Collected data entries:
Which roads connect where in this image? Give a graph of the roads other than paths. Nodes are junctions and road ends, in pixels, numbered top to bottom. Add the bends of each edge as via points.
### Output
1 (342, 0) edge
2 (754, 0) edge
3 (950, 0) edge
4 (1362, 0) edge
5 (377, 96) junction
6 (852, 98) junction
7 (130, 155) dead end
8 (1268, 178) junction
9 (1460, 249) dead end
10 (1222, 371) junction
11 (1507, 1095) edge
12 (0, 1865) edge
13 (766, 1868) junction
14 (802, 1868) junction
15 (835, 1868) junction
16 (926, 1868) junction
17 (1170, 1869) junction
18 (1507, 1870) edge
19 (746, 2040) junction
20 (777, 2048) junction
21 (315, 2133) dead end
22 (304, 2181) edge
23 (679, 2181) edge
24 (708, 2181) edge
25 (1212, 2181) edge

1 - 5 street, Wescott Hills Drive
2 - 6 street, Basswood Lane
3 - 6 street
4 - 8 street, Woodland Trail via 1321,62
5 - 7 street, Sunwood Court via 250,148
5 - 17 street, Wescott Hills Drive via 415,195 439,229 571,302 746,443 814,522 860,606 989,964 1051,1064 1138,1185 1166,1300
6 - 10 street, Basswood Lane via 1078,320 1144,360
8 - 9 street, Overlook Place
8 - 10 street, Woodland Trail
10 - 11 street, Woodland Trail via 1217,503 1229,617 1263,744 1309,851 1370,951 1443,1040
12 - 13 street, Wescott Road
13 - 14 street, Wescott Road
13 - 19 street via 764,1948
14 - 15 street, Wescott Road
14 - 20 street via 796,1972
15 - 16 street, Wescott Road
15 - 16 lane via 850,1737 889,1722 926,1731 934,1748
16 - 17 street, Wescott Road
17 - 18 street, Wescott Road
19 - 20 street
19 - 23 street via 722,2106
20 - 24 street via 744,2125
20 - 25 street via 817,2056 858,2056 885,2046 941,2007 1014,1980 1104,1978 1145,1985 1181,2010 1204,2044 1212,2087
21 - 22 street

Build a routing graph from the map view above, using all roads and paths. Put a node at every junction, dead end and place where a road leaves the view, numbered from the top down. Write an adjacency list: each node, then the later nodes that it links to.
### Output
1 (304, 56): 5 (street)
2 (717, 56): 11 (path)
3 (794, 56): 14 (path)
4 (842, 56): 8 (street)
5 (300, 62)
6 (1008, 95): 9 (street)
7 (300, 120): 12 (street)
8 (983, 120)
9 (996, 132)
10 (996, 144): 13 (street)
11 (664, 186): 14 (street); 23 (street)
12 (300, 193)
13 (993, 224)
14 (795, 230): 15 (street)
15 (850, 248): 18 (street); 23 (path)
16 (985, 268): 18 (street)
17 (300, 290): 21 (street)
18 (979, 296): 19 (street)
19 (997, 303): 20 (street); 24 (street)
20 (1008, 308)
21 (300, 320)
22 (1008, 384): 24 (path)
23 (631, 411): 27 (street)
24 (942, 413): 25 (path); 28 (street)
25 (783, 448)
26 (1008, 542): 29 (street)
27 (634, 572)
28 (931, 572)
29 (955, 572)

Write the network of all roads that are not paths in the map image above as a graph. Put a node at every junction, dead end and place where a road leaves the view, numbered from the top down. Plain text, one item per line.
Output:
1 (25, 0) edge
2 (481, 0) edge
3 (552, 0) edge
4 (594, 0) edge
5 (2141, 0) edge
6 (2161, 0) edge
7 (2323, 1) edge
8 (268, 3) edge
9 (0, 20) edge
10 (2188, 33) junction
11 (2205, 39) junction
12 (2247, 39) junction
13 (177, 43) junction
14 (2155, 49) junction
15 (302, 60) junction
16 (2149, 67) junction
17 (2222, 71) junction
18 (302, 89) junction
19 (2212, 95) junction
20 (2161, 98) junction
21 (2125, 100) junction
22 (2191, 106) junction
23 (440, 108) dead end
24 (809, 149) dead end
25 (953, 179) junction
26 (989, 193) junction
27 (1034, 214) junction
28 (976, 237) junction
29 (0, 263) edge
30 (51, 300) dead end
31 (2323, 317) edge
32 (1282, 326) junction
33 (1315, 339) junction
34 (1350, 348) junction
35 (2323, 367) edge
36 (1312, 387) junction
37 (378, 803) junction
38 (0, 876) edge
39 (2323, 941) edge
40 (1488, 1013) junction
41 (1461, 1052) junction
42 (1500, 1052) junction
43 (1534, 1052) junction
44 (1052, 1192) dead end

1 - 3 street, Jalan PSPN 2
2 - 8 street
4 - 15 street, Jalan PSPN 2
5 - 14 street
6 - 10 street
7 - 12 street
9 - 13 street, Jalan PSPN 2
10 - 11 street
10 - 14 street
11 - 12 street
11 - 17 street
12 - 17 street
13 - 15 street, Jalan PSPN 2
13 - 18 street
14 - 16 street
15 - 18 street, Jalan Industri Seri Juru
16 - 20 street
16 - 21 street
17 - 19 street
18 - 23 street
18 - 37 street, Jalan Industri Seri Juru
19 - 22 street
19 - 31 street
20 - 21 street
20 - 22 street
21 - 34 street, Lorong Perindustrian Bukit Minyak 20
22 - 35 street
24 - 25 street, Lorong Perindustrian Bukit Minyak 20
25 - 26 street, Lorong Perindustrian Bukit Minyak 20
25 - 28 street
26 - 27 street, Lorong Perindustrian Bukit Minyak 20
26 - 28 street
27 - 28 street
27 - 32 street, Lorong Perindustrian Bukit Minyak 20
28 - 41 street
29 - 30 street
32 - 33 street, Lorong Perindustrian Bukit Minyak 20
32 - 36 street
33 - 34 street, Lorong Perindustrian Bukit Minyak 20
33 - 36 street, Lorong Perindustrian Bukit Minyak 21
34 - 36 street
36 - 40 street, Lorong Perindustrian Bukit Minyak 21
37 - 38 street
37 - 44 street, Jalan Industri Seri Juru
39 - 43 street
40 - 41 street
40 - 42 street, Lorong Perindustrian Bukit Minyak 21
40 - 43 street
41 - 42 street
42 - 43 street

▸ **Requirement**: In full and without deviation, reproduce the entries above.

▸ **Exercise result**:
Which roads connect where in this image? Give a graph of the roads other than paths. Nodes are junctions and road ends, in pixels, numbered top to bottom. Add the bends of each edge as via points.
### Output
1 (342, 0) edge
2 (754, 0) edge
3 (950, 0) edge
4 (1362, 0) edge
5 (377, 96) junction
6 (852, 98) junction
7 (130, 155) dead end
8 (1268, 178) junction
9 (1460, 249) dead end
10 (1222, 371) junction
11 (1507, 1095) edge
12 (0, 1865) edge
13 (766, 1868) junction
14 (802, 1868) junction
15 (835, 1868) junction
16 (926, 1868) junction
17 (1170, 1869) junction
18 (1507, 1870) edge
19 (746, 2040) junction
20 (777, 2048) junction
21 (315, 2133) dead end
22 (304, 2181) edge
23 (679, 2181) edge
24 (708, 2181) edge
25 (1212, 2181) edge

1 - 5 street, Wescott Hills Drive
2 - 6 street, Basswood Lane
3 - 6 street
4 - 8 street, Woodland Trail via 1321,62
5 - 7 street, Sunwood Court via 250,148
5 - 17 street, Wescott Hills Drive via 415,195 439,229 571,302 746,443 814,522 860,606 989,964 1051,1064 1138,1185 1166,1300
6 - 10 street, Basswood Lane via 1078,320 1144,360
8 - 9 street, Overlook Place
8 - 10 street, Woodland Trail
10 - 11 street, Woodland Trail via 1217,503 1229,617 1263,744 1309,851 1370,951 1443,1040
12 - 13 street, Wescott Road
13 - 14 street, Wescott Road
13 - 19 street via 764,1948
14 - 15 street, Wescott Road
14 - 20 street via 796,1972
15 - 16 street, Wescott Road
15 - 16 lane via 850,1737 889,1722 926,1731 934,1748
16 - 17 street, Wescott Road
17 - 18 street, Wescott Road
19 - 20 street
19 - 23 street via 722,2106
20 - 24 street via 744,2125
20 - 25 street via 817,2056 858,2056 885,2046 941,2007 1014,1980 1104,1978 1145,1985 1181,2010 1204,2044 1212,2087
21 - 22 street

Build a routing graph from the map view above, using all roads and paths. Put a node at every junction, dead end and place where a road leaves the view, numbered from the top down. Write an adjacency list: each node, then the later nodes that it links to.
### Output
1 (304, 56): 5 (street)
2 (717, 56): 11 (path)
3 (794, 56): 14 (path)
4 (842, 56): 8 (street)
5 (300, 62)
6 (1008, 95): 9 (street)
7 (300, 120): 12 (street)
8 (983, 120)
9 (996, 132)
10 (996, 144): 13 (street)
11 (664, 186): 14 (street); 23 (street)
12 (300, 193)
13 (993, 224)
14 (795, 230): 15 (street)
15 (850, 248): 18 (street); 23 (path)
16 (985, 268): 18 (street)
17 (300, 290): 21 (street)
18 (979, 296): 19 (street)
19 (997, 303): 20 (street); 24 (street)
20 (1008, 308)
21 (300, 320)
22 (1008, 384): 24 (path)
23 (631, 411): 27 (street)
24 (942, 413): 25 (path); 28 (street)
25 (783, 448)
26 (1008, 542): 29 (street)
27 (634, 572)
28 (931, 572)
29 (955, 572)

Write the network of all roads that are not paths in the map image above as a graph. Put a node at every junction, dead end and place where a road leaves the view, numbered from the top down. Plain text, one item per line.
Output:
1 (25, 0) edge
2 (481, 0) edge
3 (552, 0) edge
4 (594, 0) edge
5 (2141, 0) edge
6 (2161, 0) edge
7 (2323, 1) edge
8 (268, 3) edge
9 (0, 20) edge
10 (2188, 33) junction
11 (2205, 39) junction
12 (2247, 39) junction
13 (177, 43) junction
14 (2155, 49) junction
15 (302, 60) junction
16 (2149, 67) junction
17 (2222, 71) junction
18 (302, 89) junction
19 (2212, 95) junction
20 (2161, 98) junction
21 (2125, 100) junction
22 (2191, 106) junction
23 (440, 108) dead end
24 (809, 149) dead end
25 (953, 179) junction
26 (989, 193) junction
27 (1034, 214) junction
28 (976, 237) junction
29 (0, 263) edge
30 (51, 300) dead end
31 (2323, 317) edge
32 (1282, 326) junction
33 (1315, 339) junction
34 (1350, 348) junction
35 (2323, 367) edge
36 (1312, 387) junction
37 (378, 803) junction
38 (0, 876) edge
39 (2323, 941) edge
40 (1488, 1013) junction
41 (1461, 1052) junction
42 (1500, 1052) junction
43 (1534, 1052) junction
44 (1052, 1192) dead end

1 - 3 street, Jalan PSPN 2
2 - 8 street
4 - 15 street, Jalan PSPN 2
5 - 14 street
6 - 10 street
7 - 12 street
9 - 13 street, Jalan PSPN 2
10 - 11 street
10 - 14 street
11 - 12 street
11 - 17 street
12 - 17 street
13 - 15 street, Jalan PSPN 2
13 - 18 street
14 - 16 street
15 - 18 street, Jalan Industri Seri Juru
16 - 20 street
16 - 21 street
17 - 19 street
18 - 23 street
18 - 37 street, Jalan Industri Seri Juru
19 - 22 street
19 - 31 street
20 - 21 street
20 - 22 street
21 - 34 street, Lorong Perindustrian Bukit Minyak 20
22 - 35 street
24 - 25 street, Lorong Perindustrian Bukit Minyak 20
25 - 26 street, Lorong Perindustrian Bukit Minyak 20
25 - 28 street
26 - 27 street, Lorong Perindustrian Bukit Minyak 20
26 - 28 street
27 - 28 street
27 - 32 street, Lorong Perindustrian Bukit Minyak 20
28 - 41 street
29 - 30 street
32 - 33 street, Lorong Perindustrian Bukit Minyak 20
32 - 36 street
33 - 34 street, Lorong Perindustrian Bukit Minyak 20
33 - 36 street, Lorong Perindustrian Bukit Minyak 21
34 - 36 street
36 - 40 street, Lorong Perindustrian Bukit Minyak 21
37 - 38 street
37 - 44 street, Jalan Industri Seri Juru
39 - 43 street
40 - 41 street
40 - 42 street, Lorong Perindustrian Bukit Minyak 21
40 - 43 street
41 - 42 street
42 - 43 street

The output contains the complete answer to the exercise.